Only the lines holding the string "COURT" are needed; copy each of them from the data.
━━━ Data for this task
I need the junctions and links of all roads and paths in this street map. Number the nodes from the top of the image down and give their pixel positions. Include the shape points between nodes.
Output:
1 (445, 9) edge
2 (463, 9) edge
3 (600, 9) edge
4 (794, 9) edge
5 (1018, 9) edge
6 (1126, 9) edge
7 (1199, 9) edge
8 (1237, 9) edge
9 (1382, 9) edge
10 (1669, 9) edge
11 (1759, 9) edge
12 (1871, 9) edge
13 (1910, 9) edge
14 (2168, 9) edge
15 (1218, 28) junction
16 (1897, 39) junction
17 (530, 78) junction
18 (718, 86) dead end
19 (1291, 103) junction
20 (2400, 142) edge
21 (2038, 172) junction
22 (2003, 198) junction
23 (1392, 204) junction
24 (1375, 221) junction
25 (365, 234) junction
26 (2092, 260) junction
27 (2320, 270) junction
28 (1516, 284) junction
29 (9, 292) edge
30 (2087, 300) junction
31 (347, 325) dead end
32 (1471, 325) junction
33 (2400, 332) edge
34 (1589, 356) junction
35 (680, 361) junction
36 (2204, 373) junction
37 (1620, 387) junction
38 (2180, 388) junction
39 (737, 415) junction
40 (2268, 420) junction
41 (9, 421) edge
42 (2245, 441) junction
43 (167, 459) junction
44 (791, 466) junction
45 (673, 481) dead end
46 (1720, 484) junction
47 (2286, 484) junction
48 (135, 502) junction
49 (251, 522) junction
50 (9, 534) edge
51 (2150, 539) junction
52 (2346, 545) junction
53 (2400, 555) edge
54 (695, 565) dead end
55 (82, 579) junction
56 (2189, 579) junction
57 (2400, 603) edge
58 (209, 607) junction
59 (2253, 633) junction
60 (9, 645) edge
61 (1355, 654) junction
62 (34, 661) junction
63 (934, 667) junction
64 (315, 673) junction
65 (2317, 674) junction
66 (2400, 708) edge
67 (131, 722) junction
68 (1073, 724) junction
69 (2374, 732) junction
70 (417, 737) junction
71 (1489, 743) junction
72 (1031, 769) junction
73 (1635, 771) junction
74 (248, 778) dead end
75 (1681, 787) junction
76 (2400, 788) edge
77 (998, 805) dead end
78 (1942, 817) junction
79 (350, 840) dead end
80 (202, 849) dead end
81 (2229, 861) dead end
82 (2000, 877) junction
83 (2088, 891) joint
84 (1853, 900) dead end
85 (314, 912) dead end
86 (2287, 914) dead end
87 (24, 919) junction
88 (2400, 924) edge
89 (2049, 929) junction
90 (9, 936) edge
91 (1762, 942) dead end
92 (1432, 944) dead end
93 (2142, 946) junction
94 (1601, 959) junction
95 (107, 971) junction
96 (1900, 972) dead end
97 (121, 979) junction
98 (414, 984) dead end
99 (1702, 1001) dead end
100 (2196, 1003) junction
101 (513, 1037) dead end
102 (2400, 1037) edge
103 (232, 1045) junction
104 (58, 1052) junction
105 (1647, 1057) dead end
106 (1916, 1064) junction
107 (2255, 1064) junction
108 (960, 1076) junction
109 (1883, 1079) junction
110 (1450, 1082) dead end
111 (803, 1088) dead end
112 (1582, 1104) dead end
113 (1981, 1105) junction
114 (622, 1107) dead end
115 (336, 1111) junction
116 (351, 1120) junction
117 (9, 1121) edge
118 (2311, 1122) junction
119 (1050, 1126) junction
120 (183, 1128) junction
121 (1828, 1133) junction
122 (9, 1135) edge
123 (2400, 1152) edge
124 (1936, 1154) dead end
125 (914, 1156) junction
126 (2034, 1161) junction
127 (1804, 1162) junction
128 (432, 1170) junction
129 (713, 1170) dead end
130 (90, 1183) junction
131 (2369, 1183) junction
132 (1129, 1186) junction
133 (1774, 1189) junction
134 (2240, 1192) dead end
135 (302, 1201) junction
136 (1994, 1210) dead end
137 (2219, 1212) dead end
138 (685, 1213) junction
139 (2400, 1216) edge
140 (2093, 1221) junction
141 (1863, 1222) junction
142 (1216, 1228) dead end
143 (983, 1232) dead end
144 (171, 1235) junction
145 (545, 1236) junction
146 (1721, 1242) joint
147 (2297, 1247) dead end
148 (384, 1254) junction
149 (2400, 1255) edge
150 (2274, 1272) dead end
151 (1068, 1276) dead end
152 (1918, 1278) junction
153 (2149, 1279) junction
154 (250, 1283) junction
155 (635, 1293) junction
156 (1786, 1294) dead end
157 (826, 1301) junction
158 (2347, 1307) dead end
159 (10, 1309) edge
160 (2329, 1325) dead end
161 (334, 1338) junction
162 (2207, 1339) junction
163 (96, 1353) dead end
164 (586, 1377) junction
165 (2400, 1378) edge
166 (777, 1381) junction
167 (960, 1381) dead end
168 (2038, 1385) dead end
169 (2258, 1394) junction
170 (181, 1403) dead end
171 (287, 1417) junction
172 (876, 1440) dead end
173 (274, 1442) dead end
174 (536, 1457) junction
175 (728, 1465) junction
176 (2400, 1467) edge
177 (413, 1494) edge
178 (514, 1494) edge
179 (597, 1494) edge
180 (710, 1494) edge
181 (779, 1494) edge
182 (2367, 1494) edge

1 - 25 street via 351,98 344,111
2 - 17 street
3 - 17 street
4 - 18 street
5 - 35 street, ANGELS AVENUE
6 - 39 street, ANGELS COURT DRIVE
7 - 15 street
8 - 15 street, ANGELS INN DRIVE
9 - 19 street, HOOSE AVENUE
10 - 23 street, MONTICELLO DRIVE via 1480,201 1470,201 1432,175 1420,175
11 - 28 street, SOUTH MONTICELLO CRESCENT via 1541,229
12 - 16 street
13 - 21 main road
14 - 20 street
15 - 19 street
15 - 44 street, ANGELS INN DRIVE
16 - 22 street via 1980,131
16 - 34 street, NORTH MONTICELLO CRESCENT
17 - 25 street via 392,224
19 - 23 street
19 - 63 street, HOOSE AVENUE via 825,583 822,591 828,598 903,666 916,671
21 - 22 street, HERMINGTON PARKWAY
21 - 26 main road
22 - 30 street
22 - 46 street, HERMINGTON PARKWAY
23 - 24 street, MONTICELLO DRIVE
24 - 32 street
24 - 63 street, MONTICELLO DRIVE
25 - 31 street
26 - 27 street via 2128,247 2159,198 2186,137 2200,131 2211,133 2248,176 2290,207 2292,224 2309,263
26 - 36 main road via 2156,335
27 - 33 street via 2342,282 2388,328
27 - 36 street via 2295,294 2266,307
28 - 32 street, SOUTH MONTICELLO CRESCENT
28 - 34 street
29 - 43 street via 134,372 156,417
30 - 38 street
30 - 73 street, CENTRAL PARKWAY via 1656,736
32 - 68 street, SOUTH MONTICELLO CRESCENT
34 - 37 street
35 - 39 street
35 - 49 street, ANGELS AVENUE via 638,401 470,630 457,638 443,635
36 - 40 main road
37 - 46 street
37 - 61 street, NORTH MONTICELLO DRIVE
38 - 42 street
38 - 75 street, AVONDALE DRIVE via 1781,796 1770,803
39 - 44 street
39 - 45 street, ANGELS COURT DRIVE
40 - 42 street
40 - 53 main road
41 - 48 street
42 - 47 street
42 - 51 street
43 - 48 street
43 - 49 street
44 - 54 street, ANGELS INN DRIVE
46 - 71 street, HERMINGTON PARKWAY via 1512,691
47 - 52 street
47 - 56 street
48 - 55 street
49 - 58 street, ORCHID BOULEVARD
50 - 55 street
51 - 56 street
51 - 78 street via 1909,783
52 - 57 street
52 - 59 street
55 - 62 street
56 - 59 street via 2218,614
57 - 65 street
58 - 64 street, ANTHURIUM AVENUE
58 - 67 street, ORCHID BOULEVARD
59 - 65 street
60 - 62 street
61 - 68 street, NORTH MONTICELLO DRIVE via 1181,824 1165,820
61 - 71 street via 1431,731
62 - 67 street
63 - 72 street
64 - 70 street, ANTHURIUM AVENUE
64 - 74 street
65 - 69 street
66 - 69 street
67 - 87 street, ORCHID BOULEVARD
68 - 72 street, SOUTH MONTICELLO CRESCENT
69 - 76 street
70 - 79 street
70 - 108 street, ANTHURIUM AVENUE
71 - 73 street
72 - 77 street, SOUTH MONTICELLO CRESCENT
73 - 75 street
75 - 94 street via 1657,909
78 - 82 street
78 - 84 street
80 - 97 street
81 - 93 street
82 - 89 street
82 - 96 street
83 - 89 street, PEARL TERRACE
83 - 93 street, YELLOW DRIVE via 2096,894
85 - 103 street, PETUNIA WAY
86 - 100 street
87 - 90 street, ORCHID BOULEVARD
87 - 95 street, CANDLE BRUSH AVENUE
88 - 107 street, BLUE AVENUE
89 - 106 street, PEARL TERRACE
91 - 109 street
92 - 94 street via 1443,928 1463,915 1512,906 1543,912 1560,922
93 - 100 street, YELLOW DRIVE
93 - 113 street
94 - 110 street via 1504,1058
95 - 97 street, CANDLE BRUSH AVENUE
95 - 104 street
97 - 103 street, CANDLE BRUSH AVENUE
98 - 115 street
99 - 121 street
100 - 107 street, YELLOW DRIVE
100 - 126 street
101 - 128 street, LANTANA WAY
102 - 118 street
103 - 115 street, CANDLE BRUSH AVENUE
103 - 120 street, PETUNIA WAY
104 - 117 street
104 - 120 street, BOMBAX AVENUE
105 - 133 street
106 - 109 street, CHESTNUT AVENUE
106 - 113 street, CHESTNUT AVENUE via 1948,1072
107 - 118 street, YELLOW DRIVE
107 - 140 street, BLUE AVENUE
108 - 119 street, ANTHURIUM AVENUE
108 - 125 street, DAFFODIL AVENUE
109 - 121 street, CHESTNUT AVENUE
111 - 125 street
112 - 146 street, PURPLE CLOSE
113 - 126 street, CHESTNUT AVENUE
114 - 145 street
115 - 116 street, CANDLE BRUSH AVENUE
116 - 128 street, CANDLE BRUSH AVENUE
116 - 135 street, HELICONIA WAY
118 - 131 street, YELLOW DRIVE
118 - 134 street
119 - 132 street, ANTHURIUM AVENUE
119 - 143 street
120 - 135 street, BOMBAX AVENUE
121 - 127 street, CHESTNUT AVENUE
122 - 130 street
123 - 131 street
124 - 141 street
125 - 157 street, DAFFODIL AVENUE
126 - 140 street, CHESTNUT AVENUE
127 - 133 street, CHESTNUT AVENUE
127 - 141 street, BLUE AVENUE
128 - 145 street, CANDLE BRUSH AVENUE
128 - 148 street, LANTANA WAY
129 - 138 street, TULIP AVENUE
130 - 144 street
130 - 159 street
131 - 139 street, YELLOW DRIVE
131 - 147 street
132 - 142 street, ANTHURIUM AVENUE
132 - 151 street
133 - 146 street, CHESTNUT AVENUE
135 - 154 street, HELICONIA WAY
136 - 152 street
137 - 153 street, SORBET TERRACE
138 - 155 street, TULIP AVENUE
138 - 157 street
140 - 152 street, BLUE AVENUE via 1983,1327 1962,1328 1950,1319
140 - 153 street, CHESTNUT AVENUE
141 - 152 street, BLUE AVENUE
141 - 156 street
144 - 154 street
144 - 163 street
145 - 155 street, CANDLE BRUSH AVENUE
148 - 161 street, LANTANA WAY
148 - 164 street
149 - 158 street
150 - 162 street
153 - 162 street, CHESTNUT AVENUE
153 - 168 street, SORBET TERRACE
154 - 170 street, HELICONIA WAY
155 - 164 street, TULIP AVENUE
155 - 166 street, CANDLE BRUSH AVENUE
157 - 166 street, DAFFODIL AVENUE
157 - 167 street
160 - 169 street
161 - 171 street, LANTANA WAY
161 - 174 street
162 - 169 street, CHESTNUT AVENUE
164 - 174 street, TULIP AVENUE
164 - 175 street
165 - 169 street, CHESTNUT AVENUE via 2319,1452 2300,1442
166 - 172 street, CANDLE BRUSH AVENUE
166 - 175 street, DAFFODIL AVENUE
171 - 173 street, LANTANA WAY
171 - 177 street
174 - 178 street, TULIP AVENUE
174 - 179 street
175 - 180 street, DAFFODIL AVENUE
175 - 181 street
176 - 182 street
━━━━━━
Exercise response:
6 - 39 street, ANGELS COURT DRIVE
39 - 45 street, ANGELS COURT DRIVE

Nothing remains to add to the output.